In recent seasons we’ve seen the 7-8-1 Carolina Panthers, 8-9 Tampa Bay Buccaneers, and 7-9 Washington Football Team all have home playoff games by winning their extremely sorry divisions. It’s considered unfair for a team with a better record to go on the road against sub-.500 opposition who won divisions much weaker then theirs.
Even on the other end, the 14-3 Vikings against the 10-7 Rams is less about the Rams having some poor record and more about how much better Minnesota’s record was over the season. The Seahawks somewhat similarly were 11-5 and had to play a road game against the 9-7 Philadelphia Eagles in their most recent playoff win.

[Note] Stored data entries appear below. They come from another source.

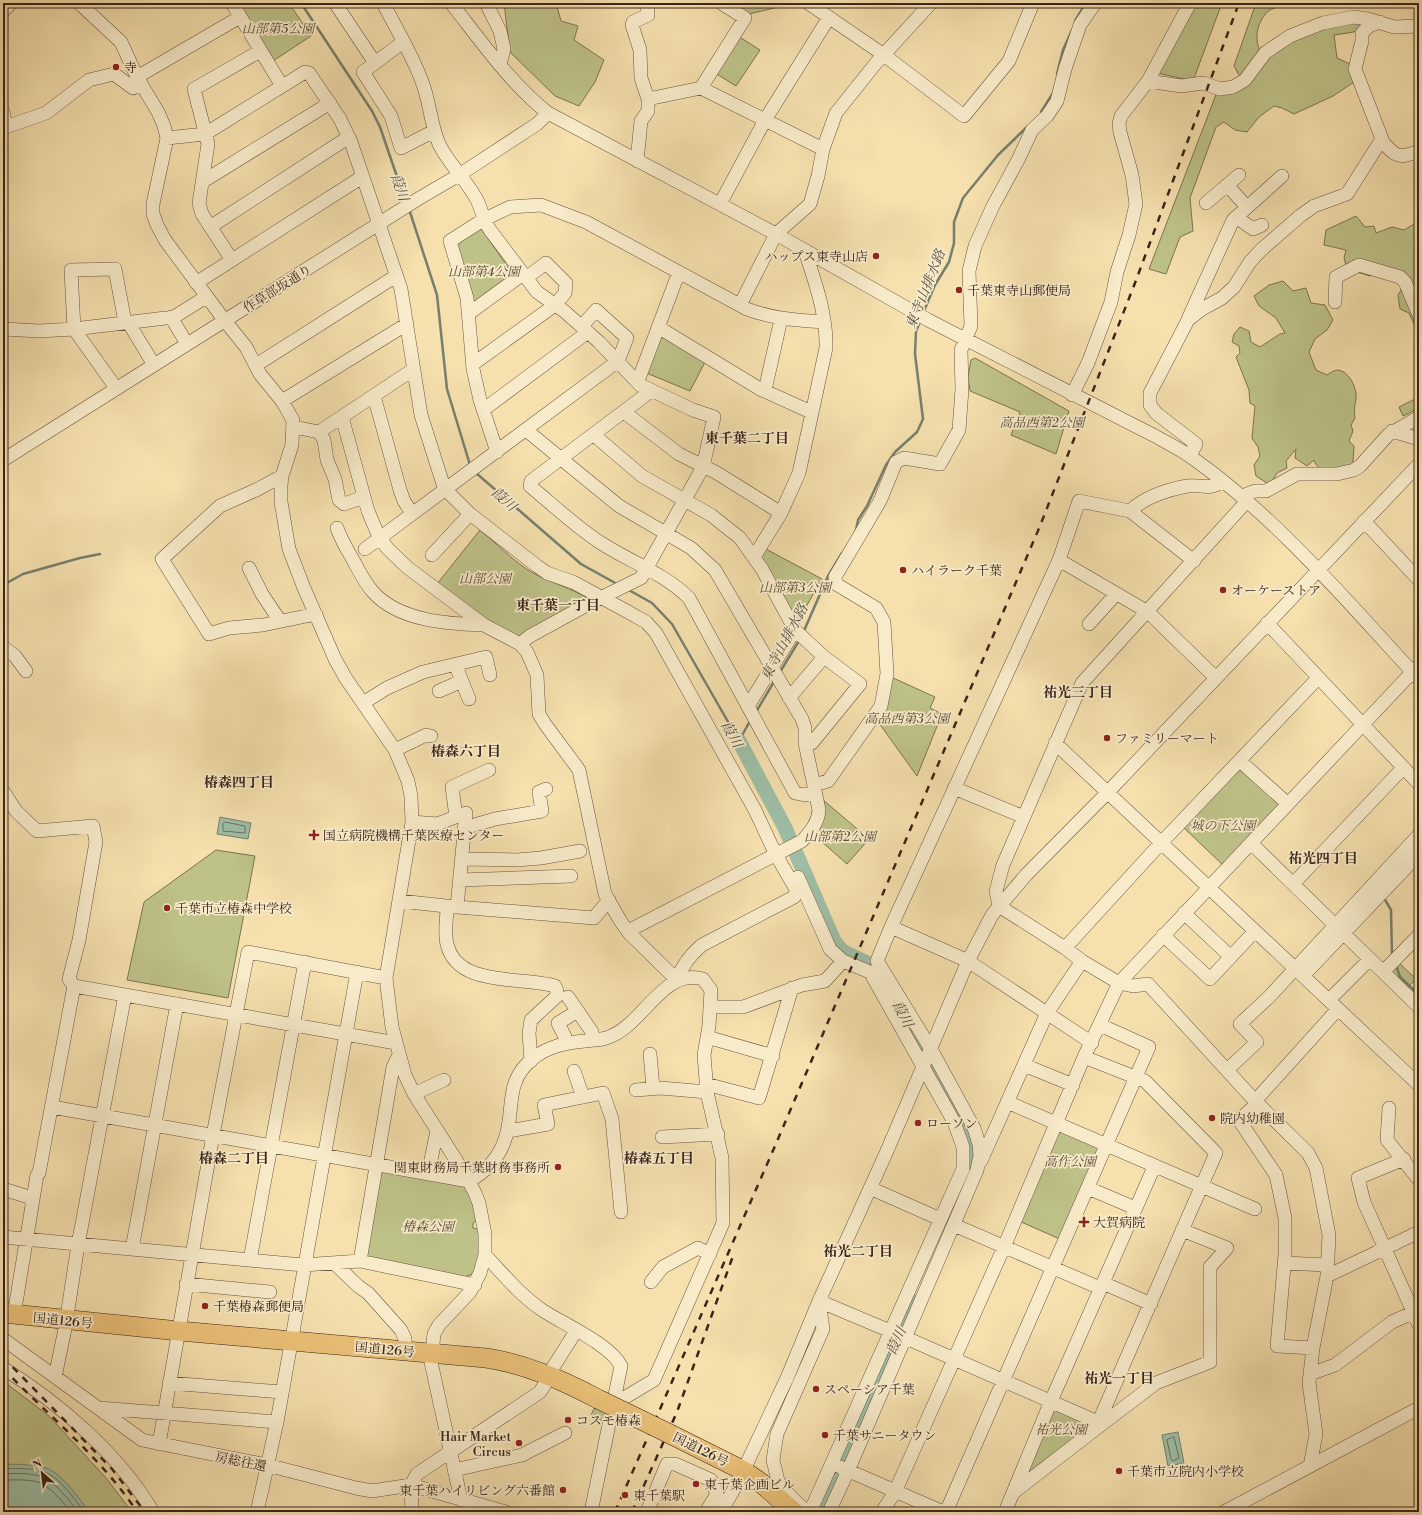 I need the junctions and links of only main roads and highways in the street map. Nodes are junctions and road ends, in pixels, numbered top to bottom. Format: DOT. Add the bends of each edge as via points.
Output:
graph roads {
  1 [pos="7,1316"];
  2 [pos="290,1344"];
  3 [pos="432,1358"];
  4 [pos="742,1476"];
  5 [pos="781,1512"];
  6 [pos="794,1512"];
  1 -- 2 [label="highway, 国道126号" via="117,1332"];
  2 -- 3 [label="highway, 国道126号"];
  2 -- 3 [label="highway, 国道126号" via="406,1351"];
  3 -- 4 [label="highway, 国道126号" via="510,1370 547,1382 602,1404"];
  4 -- 5 [label="highway"];
  4 -- 6 [label="highway" via="760,1482"];
} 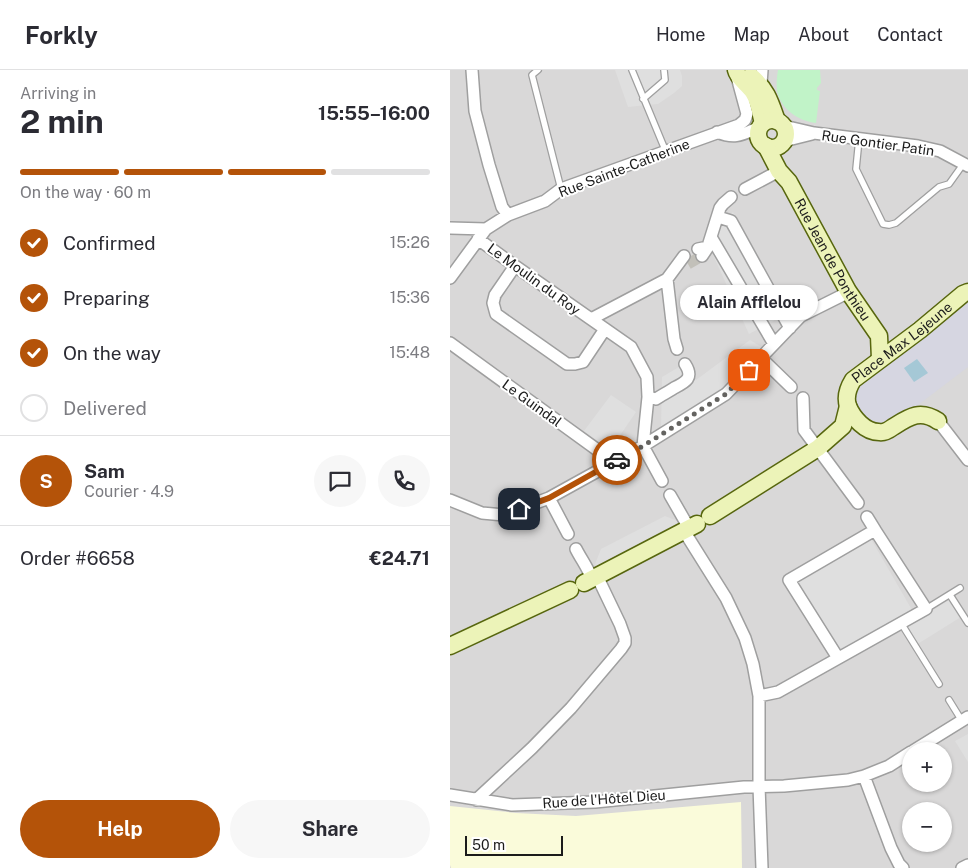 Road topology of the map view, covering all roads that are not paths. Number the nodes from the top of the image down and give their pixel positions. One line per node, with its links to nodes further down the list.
1 (472, 70): 17 (street)
2 (538, 70): 14 (lane)
3 (632, 70): 7 (lane)
4 (664, 70): 7 (lane)
5 (739, 72): 6 (street); 8 (street); 9 (street, Rue Sainte-Catherine)
6 (761, 77): 8 (street)
7 (643, 99): 11 (lane)
8 (775, 130): 9 (street, Rue Gontier Patin); 10 (street, Rue Gontier Patin); 13 (street, Rue Jean de Ponthieu); 13 (street, Rue Jean de Ponthieu)
9 (717, 132): 11 (street, Rue Sainte-Catherine)
10 (859, 139): 12 (street, Rue Gontier Patin); 12 (lane)
11 (666, 152): 14 (street, Rue Sainte-Catherine)
12 (966, 164)
13 (784, 177): 15 (street); 27 (street, Rue Jean de Ponthieu)
14 (561, 189): 17 (street, Rue Sainte-Catherine)
15 (745, 189)
16 (731, 197): 18 (street)
17 (508, 215): 20 (street, Rue Sainte-Catherine)
18 (718, 216): 29 (street); 34 (street)
19 (450, 228): 20 (street)
20 (486, 229): 21 (street, Rue Sainte-Catherine)
21 (478, 239): 23 (street, Le Moulin du Roy); 24 (street, Rue Sainte-Catherine)
22 (683, 263): 25 (street, Le Moulin du Roy)
23 (515, 266): 28 (street, Le Moulin du Roy); 30 (street)
24 (450, 278)
25 (667, 279): 28 (street, Le Moulin du Roy); 35 (street)
26 (966, 290): 32 (street, Place Max Lejeune)
27 (848, 291): 29 (street); 31 (street, Rue Jean de Ponthieu)
28 (591, 320): 30 (street, Le Moulin du Roy)
29 (790, 328): 34 (street)
30 (605, 329): 40 (street, Le Moulin du Roy)
31 (880, 336): 32 (street, Rue Jean de Ponthieu); 37 (street, Rue Jean de Ponthieu)
32 (902, 342): 37 (street, Place Max Lejeune)
33 (450, 343): 49 (street, Le Guindal)
34 (774, 344): 36 (street)
35 (677, 349)
36 (761, 358): 39 (street); 46 (street)
37 (880, 359): 42 (street, Place Max Lejeune)
38 (685, 364): 40 (street)
39 (791, 386)
40 (648, 397): 46 (street, Le Moulin du Roy)
41 (803, 398): 47 (street)
42 (848, 406): 44 (street, Place Max Lejeune); 45 (street)
43 (938, 421): 45 (street); 48 (street)
44 (843, 426): 45 (street); 47 (street)
45 (862, 426)
46 (643, 446): 49 (street); 50 (street)
47 (818, 448): 54 (street); 56 (street)
48 (968, 460)
49 (614, 462): 52 (street)
50 (662, 481)
51 (670, 495): 56 (street)
52 (549, 498): 53 (street); 58 (street)
53 (450, 500)
54 (858, 503)
55 (867, 517): 57 (street)
56 (695, 525): 60 (street); 69 (street)
57 (876, 530): 63 (street); 67 (street)
58 (568, 534)
59 (576, 549): 60 (street)
60 (586, 582): 66 (street); 77 (street)
61 (960, 588): 62 (lane)
62 (950, 595): 63 (lane); 65 (lane)
63 (926, 609): 64 (street)
64 (901, 623): 67 (street); 68 (lane)
65 (968, 623)
66 (450, 646)
67 (838, 658): 69 (street)
68 (939, 684)
69 (759, 696): 75 (street)
70 (949, 700): 71 (lane)
71 (965, 719): 72 (street, Rue de l'Hôtel Dieu)
72 (928, 742)
73 (902, 758): 74 (street, Rue de l'Hôtel Dieu)
74 (864, 776): 75 (street, Rue de l'Hôtel Dieu); 80 (street)
75 (759, 786): 77 (street, Rue de l'Hôtel Dieu); 79 (street)
76 (450, 795): 77 (street, Rue de l'Hôtel Dieu)
77 (476, 800)
78 (968, 865): 81 (street)
79 (762, 868)
80 (903, 868)
81 (962, 868) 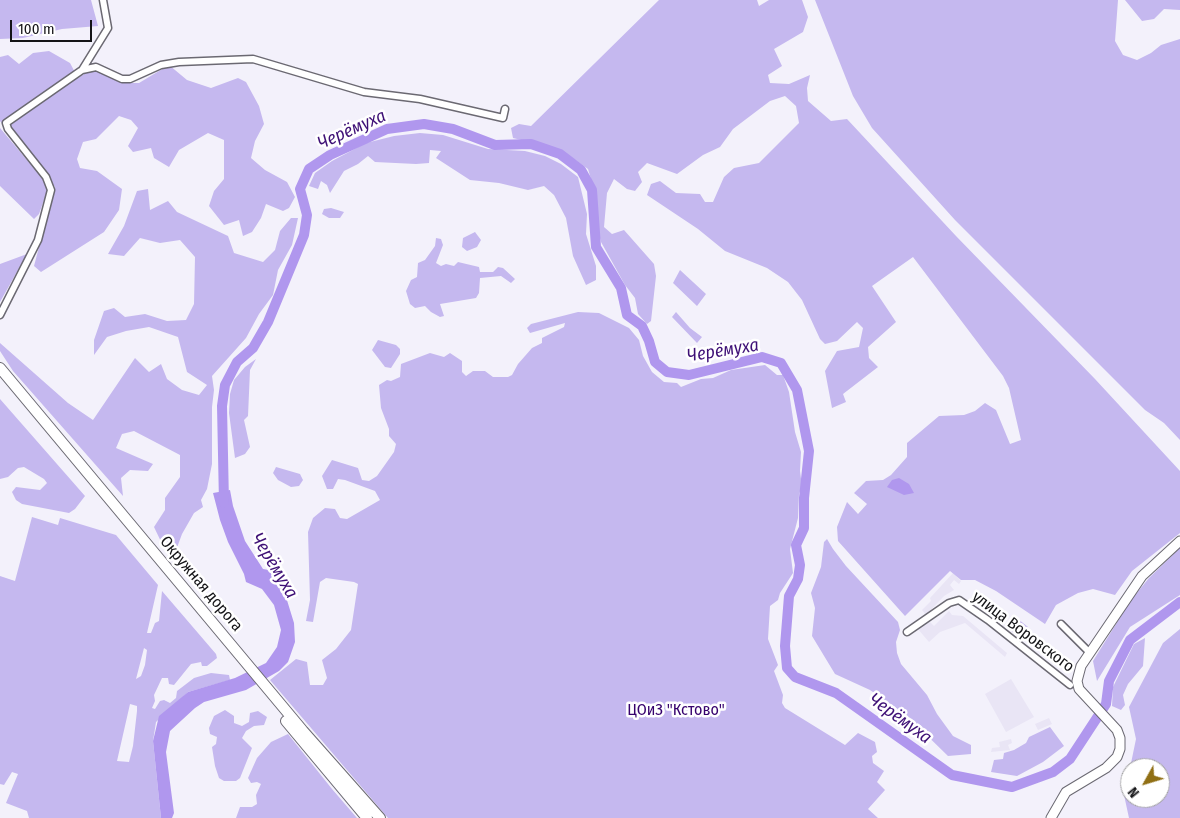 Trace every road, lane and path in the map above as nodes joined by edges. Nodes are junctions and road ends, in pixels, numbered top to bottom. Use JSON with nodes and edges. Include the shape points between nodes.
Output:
{"nodes":[{"id":1,"x":103,"y":0,"type":"edge"},
{"id":2,"x":82,"y":70,"type":"junction"},
{"id":3,"x":505,"y":109,"type":"dead end"},
{"id":4,"x":0,"y":315,"type":"edge"},
{"id":5,"x":0,"y":368,"type":"edge"},
{"id":6,"x":0,"y":380,"type":"edge"},
{"id":7,"x":1180,"y":541,"type":"edge"},
{"id":8,"x":1061,"y":624,"type":"dead end"},
{"id":9,"x":907,"y":632,"type":"dead end"},
{"id":10,"x":235,"y":652,"type":"junction"},
{"id":11,"x":1089,"y":652,"type":"junction"},
{"id":12,"x":1070,"y":685,"type":"dead end"},
{"id":13,"x":275,"y":702,"type":"junction"},
{"id":14,"x":367,"y":818,"type":"edge"},
{"id":15,"x":380,"y":818,"type":"edge"},
{"id":16,"x":1051,"y":818,"type":"edge"}],
"edges":[{"from":1,"to":2,"type":"street","via":[[108,28]]},
{"from":2,"to":3,"type":"street","via":[[96,67],[122,79],[130,79],[179,62],[253,59],[364,92],[420,99],[503,118]]},
{"from":2,"to":4,"type":"street","via":[[6,123],[46,178],[51,190],[38,240]]},
{"from":5,"to":10,"type":"main road","name":"Окружная дорога"},
{"from":6,"to":10,"type":"main road","name":"Окружная дорога"},
{"from":7,"to":11,"type":"main road","via":[[1142,576]]},
{"from":8,"to":11,"type":"street","name":"улица Воровского"},
{"from":9,"to":12,"type":"street","name":"улица Воровского","via":[[949,603],[959,600]]},
{"from":10,"to":13,"type":"main road","name":"Окружная дорога"},
{"from":11,"to":16,"type":"main road","via":[[1077,681],[1086,698],[1113,725],[1121,743],[1117,757],[1060,798]]},
{"from":13,"to":14,"type":"main road","name":"Окружная дорога"},
{"from":13,"to":15,"type":"main road","name":"Окружная дорога"}]} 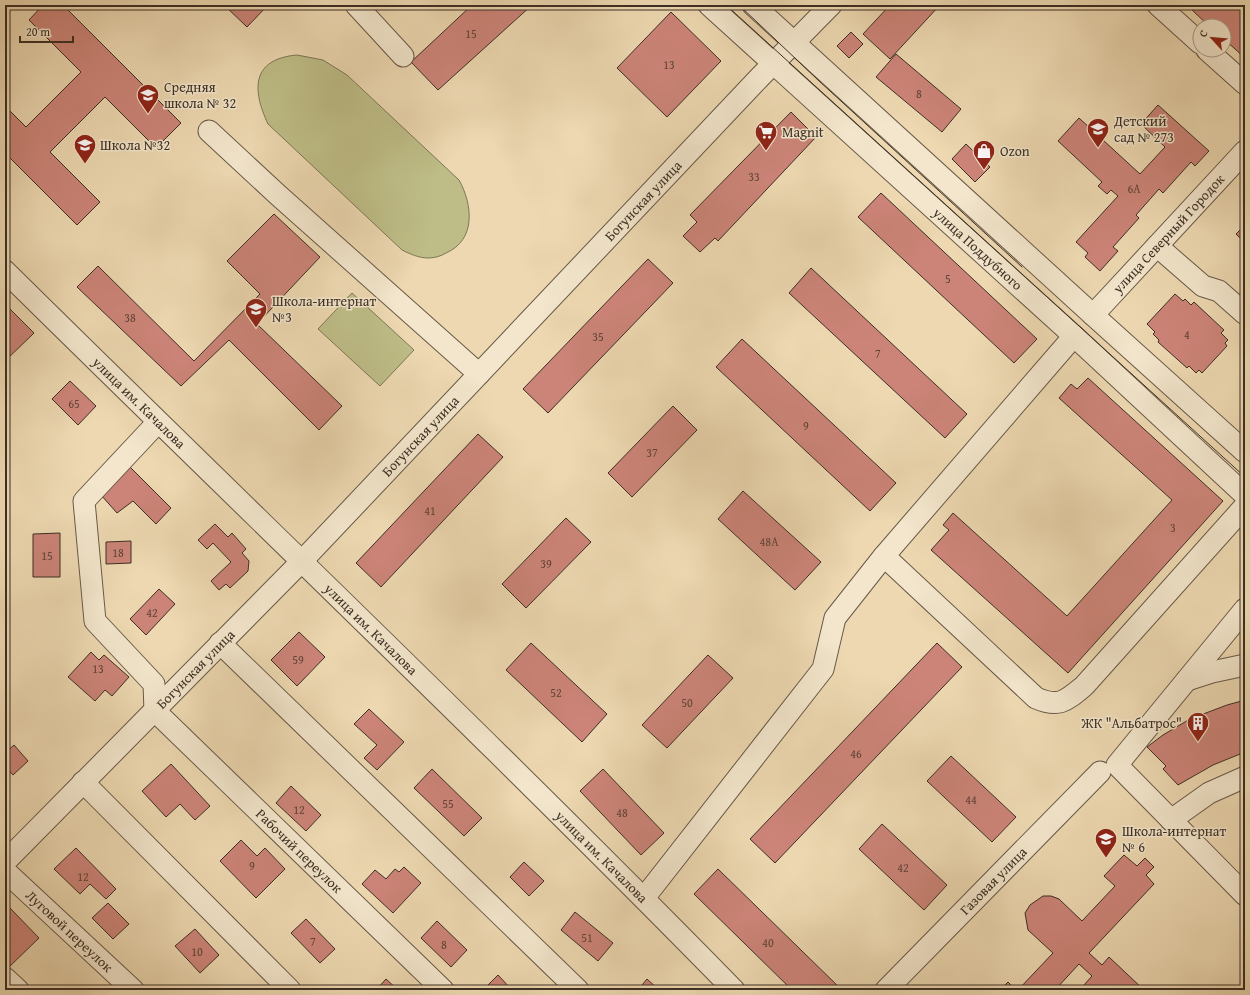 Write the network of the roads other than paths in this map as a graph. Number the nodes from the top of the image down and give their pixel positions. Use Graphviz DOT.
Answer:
graph roads {
  1 [pos="356,5"];
  2 [pos="709,5"];
  3 [pos="753,5"];
  4 [pos="831,5"];
  5 [pos="1158,5"];
  6 [pos="1192,36"];
  7 [pos="794,43"];
  8 [pos="403,56"];
  9 [pos="1216,58"];
  10 [pos="773,64"];
  11 [pos="1245,84"];
  12 [pos="209,131"];
  13 [pos="1245,151"];
  14 [pos="1157,246"];
  15 [pos="5,271"];
  16 [pos="1245,314"];
  17 [pos="1093,316"];
  18 [pos="1074,336"];
  19 [pos="479,374"];
  20 [pos="158,422"];
  21 [pos="1245,452"];
  22 [pos="1245,495"];
  23 [pos="1245,506"];
  24 [pos="884,556"];
  25 [pos="303,560"];
  26 [pos="1245,609"];
  27 [pos="220,643"];
  28 [pos="1245,665"];
  29 [pos="1186,680"];
  30 [pos="155,711"];
  31 [pos="1100,772"];
  32 [pos="1245,777"];
  33 [pos="83,782"];
  34 [pos="1171,820"];
  35 [pos="5,862"];
  36 [pos="5,871"];
  37 [pos="1245,895"];
  38 [pos="644,898"];
  39 [pos="5,978"];
  40 [pos="18,990"];
  41 [pos="133,990"];
  42 [pos="290,990"];
  43 [pos="443,990"];
  44 [pos="578,990"];
  45 [pos="734,990"];
  46 [pos="886,990"];
  1 -- 8 [label="street"];
  2 -- 10 [label="street, улица Поддубного"];
  3 -- 7 [label="street, улица Поддубного"];
  4 -- 7 [label="street, Богунская улица"];
  5 -- 6 [label="street"];
  7 -- 10 [label="street, Богунская улица"];
  7 -- 17 [label="street, улица Поддубного"];
  9 -- 11 [label="street"];
  10 -- 18 [label="street, улица Поддубного"];
  10 -- 19 [label="street, Богунская улица"];
  12 -- 19 [label="street"];
  13 -- 14 [label="street, улица Северный Городок"];
  14 -- 16 [label="street"];
  14 -- 17 [label="street, улица Северный Городок"];
  15 -- 20 [label="street, улица им. Качалова"];
  17 -- 21 [label="street, улица Поддубного"];
  18 -- 22 [label="street, улица Поддубного"];
  18 -- 24 [label="street"];
  19 -- 25 [label="street, Богунская улица"];
  20 -- 25 [label="street, улица им. Качалова"];
  20 -- 30 [label="street"];
  23 -- 24 [label="street"];
  24 -- 38 [label="street"];
  25 -- 27 [label="street, Богунская улица"];
  25 -- 38 [label="street, улица им. Качалова"];
  26 -- 29 [label="street"];
  27 -- 30 [label="street, Богунская улица"];
  27 -- 44 [label="street"];
  28 -- 29 [label="street"];
  29 -- 34 [label="street"];
  30 -- 33 [label="street, Богунская улица"];
  30 -- 43 [label="street, Рабочий переулок"];
  31 -- 46 [label="street, Газовая улица"];
  32 -- 34 [label="street"];
  33 -- 35 [label="street, Богунская улица"];
  33 -- 42 [label="street"];
  34 -- 37 [label="street"];
  36 -- 41 [label="street, Луговой переулок"];
  38 -- 45 [label="street, улица им. Качалова"];
  39 -- 40 [label="street"];
}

Detroit’s proposal is specifically to seed the teams 1-7 based on record (with applicable tiebreakers). In last season’s example, the Vikings would’ve been the No. 3 seed and the Rams would’ve been the No. 7 seed.
There is precedent for this change in another sports league. The National Basketball Association stopped giving division champs a top-four seed back in 2015-16, but prior to the rule change home court advantage wasn’t guaranteed for division champions depending on record. Divisions still exist in the NBA but the top six teams by record automatically qualify for the playoffs, while teams seeded 7-10 compete in the Play-In round for the seventh and eighth seeds.
What say you? Leave the playoffs as is and value winning your division with an automatic home game? What about the whole reseeding idea? Sound off in the comments! The Seahawks have benefited greatly from the existing NFL rules but that doesn’t mean you may agree the rules should remain in place.
Poll
Should NFL division champions automatically get a home playoff game?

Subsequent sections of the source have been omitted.